Following P. Olofsson et al.:

(page 52 sect. 5)

This accuracy asessment is designed for the objectives of:
- estimating overall and class-specific accuracies
- areas of the individual classes (as determined by the reference classification), and
- confidence intervals for each accuracy and area parameter


This sampling design follows a stratified random design per ap class (iceplant, other vegetation, low ndvi, water).

In [1]:
import os
import numpy as np
import pandas as pd

### Pixels per class in full map of SB coast

In [2]:
year = 2020
prefix = 'modelAE5_FP_2020'
pixel_count = pd.read_csv(os.path.join(os.getcwd(), prefix+'_rasters_'+str(year)+'_pixel_counts.csv'))
pixel_count

Unnamed: 0,n_nonice_2020,n_ice_2020,n_ground_2020,n_water_2020,raster
0,36271293,5382187,111150412,62968690,modelAE5_FP_2020_merged_crs26910_S_2020
1,1122203,30004,1891593,2893071,modelAE5_FP_2020_merged_crs26910_W_2020
2,89669636,1123921,62587031,69125241,modelAE5_FP_2020_merged_crs26911_2020


In [3]:
# total number of pixels in neach category
n_pix = [sum(pixel_count.iloc[:,c]) for c in range(0,4)]
n_pix

[127063132, 6536112, 175629036, 134987002]

### 5.1.1  Determining the sample size

For stratified random sampling Cochran (1977 eq 5.25) suggests the following sample size formula:

$n \approx \left( \frac{\sum W_iS_i}{S(\hat{O})}\right)^2$, where

$S(\hat{O})$ is the standard error of the estimated overall accuracy that we would like to achieve

$W_i$ is the fraction of the map labeled as class $i$

$S_i = \sqrt{U_i(1-U_i)}$ is the standard deviation of class $i$.


In this last formula, $U_i$ are the user's accuracies for class $i$, i.e. the precision for each class: TP/(TP+FP).

Recall that the square root of the estimated variance results in the standard error of the estimator.
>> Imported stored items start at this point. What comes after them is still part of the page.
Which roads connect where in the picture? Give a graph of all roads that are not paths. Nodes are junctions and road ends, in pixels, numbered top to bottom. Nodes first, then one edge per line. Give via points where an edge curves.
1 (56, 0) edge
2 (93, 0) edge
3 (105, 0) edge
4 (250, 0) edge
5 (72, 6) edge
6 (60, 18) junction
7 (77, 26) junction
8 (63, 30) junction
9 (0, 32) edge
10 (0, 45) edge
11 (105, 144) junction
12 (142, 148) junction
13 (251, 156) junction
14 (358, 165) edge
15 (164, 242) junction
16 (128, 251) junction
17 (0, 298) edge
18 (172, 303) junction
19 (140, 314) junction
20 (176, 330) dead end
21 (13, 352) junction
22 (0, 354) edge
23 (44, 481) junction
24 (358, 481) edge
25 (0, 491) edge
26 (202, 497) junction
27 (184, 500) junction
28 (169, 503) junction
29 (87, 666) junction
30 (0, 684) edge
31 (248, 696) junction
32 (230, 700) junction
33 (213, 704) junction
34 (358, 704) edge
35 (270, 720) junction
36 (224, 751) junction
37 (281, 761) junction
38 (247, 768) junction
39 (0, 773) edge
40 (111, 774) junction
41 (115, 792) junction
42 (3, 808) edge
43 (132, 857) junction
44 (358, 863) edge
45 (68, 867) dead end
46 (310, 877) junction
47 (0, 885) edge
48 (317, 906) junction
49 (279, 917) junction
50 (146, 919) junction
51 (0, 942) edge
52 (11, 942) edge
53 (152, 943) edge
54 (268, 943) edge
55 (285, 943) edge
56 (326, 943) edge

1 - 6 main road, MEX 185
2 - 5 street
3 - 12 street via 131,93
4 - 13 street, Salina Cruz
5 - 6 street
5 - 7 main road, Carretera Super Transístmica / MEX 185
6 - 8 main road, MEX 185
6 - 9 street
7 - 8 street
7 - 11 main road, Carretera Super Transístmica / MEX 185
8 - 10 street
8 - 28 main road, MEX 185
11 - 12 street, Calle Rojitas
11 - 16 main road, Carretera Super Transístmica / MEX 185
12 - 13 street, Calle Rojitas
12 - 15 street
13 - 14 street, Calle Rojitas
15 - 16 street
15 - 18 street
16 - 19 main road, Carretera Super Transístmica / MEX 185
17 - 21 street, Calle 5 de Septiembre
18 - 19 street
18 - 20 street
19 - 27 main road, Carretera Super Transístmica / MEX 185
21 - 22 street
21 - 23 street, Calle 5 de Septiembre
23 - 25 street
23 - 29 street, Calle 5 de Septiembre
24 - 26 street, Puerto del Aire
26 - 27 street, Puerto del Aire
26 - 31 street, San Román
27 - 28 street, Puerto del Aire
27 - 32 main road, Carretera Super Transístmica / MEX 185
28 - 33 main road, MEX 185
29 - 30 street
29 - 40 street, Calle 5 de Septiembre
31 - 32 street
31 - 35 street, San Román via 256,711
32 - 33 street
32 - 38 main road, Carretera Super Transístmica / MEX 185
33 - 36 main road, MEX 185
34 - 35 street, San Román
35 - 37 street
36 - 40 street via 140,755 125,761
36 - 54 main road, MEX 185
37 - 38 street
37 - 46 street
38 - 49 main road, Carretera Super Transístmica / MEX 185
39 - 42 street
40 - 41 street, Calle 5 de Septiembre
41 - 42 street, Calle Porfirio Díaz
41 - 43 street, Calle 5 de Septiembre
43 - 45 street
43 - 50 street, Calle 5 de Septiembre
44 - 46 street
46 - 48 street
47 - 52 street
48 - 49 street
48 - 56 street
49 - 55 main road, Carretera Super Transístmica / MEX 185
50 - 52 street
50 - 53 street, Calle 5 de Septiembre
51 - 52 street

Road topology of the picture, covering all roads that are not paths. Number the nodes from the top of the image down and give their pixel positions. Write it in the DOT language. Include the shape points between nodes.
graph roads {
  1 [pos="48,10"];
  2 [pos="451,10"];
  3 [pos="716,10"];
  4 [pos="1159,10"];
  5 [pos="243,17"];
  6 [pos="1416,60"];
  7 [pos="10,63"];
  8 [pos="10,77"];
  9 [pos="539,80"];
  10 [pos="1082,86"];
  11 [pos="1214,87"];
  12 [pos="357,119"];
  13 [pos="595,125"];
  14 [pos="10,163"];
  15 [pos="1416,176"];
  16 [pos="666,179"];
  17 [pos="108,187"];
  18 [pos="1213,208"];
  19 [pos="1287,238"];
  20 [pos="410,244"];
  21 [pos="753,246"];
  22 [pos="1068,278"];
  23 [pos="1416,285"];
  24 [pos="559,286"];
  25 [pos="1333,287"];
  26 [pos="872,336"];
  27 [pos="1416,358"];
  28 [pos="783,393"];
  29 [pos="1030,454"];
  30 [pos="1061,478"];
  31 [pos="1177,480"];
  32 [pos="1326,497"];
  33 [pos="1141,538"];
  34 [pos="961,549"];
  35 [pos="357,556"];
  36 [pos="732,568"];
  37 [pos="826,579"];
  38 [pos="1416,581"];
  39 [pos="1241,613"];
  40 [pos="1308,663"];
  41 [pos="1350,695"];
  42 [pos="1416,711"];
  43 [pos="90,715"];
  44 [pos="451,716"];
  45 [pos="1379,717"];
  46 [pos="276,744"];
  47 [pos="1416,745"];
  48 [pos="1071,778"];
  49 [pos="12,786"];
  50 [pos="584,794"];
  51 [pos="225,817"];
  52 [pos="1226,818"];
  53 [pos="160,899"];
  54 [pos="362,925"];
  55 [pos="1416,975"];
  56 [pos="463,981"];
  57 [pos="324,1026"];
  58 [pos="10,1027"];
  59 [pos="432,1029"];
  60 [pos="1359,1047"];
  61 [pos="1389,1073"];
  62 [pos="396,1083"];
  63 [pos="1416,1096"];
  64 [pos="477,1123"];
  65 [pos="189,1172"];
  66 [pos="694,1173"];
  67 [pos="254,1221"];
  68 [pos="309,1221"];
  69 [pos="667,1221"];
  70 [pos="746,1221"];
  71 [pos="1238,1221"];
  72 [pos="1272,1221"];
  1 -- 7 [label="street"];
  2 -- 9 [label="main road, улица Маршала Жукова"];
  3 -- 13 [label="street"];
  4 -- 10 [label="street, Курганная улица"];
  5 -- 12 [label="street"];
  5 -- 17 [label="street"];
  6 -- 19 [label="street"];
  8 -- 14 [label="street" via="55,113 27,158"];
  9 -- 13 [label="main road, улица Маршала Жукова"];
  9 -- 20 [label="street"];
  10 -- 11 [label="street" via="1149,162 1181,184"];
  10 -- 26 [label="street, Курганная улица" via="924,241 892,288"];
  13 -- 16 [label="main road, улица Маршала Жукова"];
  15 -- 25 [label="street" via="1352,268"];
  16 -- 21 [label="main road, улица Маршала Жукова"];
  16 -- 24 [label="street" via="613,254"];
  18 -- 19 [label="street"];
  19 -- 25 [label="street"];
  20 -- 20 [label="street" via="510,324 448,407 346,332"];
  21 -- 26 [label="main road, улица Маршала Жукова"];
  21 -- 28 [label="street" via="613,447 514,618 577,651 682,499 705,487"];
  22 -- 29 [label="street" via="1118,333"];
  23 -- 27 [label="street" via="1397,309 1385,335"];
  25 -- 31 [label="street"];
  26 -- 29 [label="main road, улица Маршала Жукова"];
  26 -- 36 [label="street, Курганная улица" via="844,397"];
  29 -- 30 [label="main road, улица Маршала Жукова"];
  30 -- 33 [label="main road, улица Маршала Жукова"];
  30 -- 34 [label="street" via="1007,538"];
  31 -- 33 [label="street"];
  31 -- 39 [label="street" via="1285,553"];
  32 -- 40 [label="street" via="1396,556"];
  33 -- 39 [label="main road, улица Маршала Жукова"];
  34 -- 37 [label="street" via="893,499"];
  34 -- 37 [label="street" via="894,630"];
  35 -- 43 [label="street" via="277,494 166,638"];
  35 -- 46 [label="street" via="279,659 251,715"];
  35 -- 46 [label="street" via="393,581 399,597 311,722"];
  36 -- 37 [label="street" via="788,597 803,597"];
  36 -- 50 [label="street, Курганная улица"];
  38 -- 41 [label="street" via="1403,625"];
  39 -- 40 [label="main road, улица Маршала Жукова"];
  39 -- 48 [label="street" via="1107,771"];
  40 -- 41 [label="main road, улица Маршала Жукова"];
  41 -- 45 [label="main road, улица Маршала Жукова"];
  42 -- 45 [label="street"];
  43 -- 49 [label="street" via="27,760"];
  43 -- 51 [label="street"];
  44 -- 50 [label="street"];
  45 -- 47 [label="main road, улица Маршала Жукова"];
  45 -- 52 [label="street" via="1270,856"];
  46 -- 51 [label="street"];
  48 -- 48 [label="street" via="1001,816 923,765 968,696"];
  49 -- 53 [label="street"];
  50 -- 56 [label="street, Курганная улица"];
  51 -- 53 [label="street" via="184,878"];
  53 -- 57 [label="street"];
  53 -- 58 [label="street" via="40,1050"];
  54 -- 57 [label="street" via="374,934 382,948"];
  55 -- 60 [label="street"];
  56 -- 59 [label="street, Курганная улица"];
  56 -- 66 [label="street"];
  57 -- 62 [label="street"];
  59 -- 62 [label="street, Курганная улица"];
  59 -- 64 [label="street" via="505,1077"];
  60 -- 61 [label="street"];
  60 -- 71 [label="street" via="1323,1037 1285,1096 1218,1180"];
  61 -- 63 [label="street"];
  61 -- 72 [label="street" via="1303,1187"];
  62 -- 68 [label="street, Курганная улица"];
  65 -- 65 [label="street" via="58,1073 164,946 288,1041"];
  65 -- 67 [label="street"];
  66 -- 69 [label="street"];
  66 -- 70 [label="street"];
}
For example, in the case of the estimated overall accuracy of the map $\hat{O}$ we have that $\hat{S}(\hat{O}) = \sqrt{\hat{V}(\hat{O})}$ (see eq. 5). Also, the standard error is used to get confidence intervals for the estimated statistic:the 95% confidence interval is estimated as $\hat{O} \pm 1.96 \hat{S}(\hat{O}) = \hat{O} \pm 1.96 \sqrt{\hat{V}(\hat{O})}$.

For determining the sample size then we have to estimate the user's accuracies $U_i$ and the std error of the estimated overall accuracy $S(\hat{O})$. The class fractions $W_i$ are not estimated since they come from counting the number of pixels in each class in the map. 

To estimate $U_i$ (and thus obtain the standard deviations) we can use the precisions obtained from applying the model on the test set. Take into account $U_i$ from the model testing might still be optimistic. For low ndvi and water we use 0.95 and 0.9 respectively.

To find a value of $S(\hat{O})$ we feel comfortable with, we need to take into account the following: suppose we want an overall accuracy ((TP + TN)/(P+N)) of 0.9, meaning 90% of the pixels were correctly classified. A std error of 0.01 would mean that the confidence interval around this estimated overall accuracy is $0.9 \pm 0.01*1.96 = 0.9 \pm 0.0196$, so OA is betwee 88% and 92%. If we increase std error to 0.015, OA would be (approx) between 87% and 93%. 



In [4]:
# Recreation of sampling design by SEPAL

# ---------------------------------------------
# --------------- PARAMETERS ------------------
# standard error for all the points
std_error = 0.0125

# user's accuracies TP/(TP+FP) (estimates)
# classes are: [other vegetation, iceplant, low ndvi, water]
U = [0.8, 0.8, 0.9, 0.95]
# ---------------------------------------------

# fraction of pixels with a given class in total pixels
total_pix = sum(n_pix)
pix_prop = [n/total_pix for n in n_pix]

# standard deviation of user's accuracies
stdv = [ np.sqrt(u*(1-u)) for u in U]

X = [ x*y for x,y in zip(pix_prop, stdv)]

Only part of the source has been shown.